In August, the Belarusian Central Bank spent $1.047 billion selling currency on the Belarusian Monetary and Stock Exchange, and another $351.7 million to repay the country’s liabilities, according to data on the National Bank’s website.
As a result, the total reserves of the Belarusian central bank decreased by 1.399 billion dollars – a record amount for all time.
As of September 1, the Central Bank of Belarus had $7.457 billion in currency and gold reserves, of which, however, only $3.209 billion was represented by real foreign currency.
Almost half of the reserves – $3.1 billion – were gold, another 525.6 million – special drawing rights (SDR) of the IMF and 616.8 million – “other assets” the structure of which the National Bank does not disclose.
According to the statistics, these tangible reserves are used to repay the debt, while the stock exchange sells stocks of real currency to support the Belarusian ruble.
If the current pace of interventions – 1-1.1 billion dollars a month – the volume available to the Belarusian Central Bank will be exhausted in about three months. As a result, Alexander Lukashenko can only have gold, which, like the Venezuelan Central Bank, Belarus can sell or use as collateral for swap deals.

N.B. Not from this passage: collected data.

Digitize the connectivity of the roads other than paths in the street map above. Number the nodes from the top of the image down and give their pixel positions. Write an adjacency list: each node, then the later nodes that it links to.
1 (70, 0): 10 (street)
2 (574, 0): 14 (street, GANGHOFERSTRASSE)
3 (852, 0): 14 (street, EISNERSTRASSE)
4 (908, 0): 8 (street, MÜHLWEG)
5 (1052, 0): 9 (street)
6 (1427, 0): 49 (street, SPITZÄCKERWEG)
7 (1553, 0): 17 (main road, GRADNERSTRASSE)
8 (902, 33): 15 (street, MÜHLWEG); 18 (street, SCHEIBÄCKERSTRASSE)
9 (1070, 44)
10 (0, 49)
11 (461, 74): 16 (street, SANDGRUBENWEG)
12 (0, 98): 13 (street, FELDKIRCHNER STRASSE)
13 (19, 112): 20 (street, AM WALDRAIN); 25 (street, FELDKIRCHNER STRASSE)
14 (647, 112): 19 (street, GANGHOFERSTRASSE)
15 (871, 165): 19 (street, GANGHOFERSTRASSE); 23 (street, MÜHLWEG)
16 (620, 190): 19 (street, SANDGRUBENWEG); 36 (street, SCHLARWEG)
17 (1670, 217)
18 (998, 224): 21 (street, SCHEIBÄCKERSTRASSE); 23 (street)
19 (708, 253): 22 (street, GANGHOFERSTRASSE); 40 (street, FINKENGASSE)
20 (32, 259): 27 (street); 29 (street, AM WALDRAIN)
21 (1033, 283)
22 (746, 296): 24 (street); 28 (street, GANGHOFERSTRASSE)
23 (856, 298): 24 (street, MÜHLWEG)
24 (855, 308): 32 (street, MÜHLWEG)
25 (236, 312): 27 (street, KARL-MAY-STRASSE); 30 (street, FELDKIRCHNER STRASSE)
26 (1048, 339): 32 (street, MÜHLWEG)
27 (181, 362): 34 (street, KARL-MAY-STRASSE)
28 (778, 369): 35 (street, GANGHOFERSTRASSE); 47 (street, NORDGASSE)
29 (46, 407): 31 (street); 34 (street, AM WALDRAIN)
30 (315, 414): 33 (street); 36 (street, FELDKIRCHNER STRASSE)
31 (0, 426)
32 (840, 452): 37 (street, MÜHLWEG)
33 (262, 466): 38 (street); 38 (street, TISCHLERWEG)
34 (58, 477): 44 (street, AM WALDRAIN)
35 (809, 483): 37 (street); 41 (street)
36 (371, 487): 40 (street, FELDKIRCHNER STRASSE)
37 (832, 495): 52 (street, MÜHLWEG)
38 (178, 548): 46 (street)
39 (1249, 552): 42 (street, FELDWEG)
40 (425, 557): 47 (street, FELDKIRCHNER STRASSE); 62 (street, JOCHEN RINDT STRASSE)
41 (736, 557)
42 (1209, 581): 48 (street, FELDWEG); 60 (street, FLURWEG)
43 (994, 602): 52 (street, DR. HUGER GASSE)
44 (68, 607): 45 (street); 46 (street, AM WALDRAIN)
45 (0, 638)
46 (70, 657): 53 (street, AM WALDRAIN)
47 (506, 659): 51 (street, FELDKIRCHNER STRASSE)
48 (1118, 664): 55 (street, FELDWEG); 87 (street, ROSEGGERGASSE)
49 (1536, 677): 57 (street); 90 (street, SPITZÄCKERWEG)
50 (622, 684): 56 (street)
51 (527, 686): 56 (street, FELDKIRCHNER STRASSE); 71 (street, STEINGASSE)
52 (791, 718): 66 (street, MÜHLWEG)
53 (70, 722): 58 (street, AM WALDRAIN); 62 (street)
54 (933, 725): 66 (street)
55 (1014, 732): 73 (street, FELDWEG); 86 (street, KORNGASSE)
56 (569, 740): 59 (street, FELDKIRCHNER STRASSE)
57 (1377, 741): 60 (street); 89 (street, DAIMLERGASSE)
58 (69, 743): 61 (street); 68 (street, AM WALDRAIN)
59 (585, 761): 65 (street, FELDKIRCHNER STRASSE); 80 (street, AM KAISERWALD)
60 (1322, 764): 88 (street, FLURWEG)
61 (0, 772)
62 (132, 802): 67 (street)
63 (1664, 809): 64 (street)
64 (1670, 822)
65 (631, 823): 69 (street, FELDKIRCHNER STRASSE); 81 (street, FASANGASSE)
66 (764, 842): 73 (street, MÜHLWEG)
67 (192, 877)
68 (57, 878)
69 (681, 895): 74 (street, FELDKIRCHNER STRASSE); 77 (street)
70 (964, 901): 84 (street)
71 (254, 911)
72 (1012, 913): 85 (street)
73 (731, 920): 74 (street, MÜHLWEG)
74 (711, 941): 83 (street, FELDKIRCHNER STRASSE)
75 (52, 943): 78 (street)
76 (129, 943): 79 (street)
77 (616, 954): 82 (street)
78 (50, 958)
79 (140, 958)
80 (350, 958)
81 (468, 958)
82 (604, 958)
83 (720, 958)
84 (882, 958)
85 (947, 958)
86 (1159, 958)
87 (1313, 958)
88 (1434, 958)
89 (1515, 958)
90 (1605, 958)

In reality, reserves can be exhausted even faster, given the need to pay off the external debt, the size of which reaches 18 billion dollars.
The total volume of Belarusian gold and currency reserves, including gold, covers only two months of imports ($42 billion per year and 3.5 billion per month) against three – according to the IMF’s minimum recommendation.
The Belarusian Central Bank was forced to sell reserves after the population began to buy currency in exchange offices and credit organizations, as well as to withdraw money from deposits, taking, according to Fitch, from 1% to 6% of all funds.
The exchange rate of the Belarusian ruble for August fell by 8% against the dollar and at the end of the month updated the historical low at 2.67, after which it stabilized and the week is in the range of 2.63-2.65 rubles per dollar.
Against the euro, the currency of Belarus has depreciated by 10% for the month and 36% since the beginning of the year, also having reached a new absolute “bottom” – 3.18 rubles per euro.
On August 27, Lukashenko said that “domestic scoundrels are trying to destabilize the financial market” and some people “give in to this – currency is taken away from banks and so on.” He stressed that the authorities will not allow the collapse of the national currency.
Lukashenko was unable to reform the Belarusian economy in the 2000s, when its growth reached 7.5% per year; the country emerged from the 2008-09 crisis with an external debt of 70% of GDP, high by the standards of developing countries, and this year will inevitably slide into recession due to the pandemic and protests that will hit private consumption.
The foreign exchange deficit is a headache and a potential bomb under the Belarusian economy, as the amount of reserves is less than short-term external debt, which should be repaid or refinanced in the next 12 months, she adds.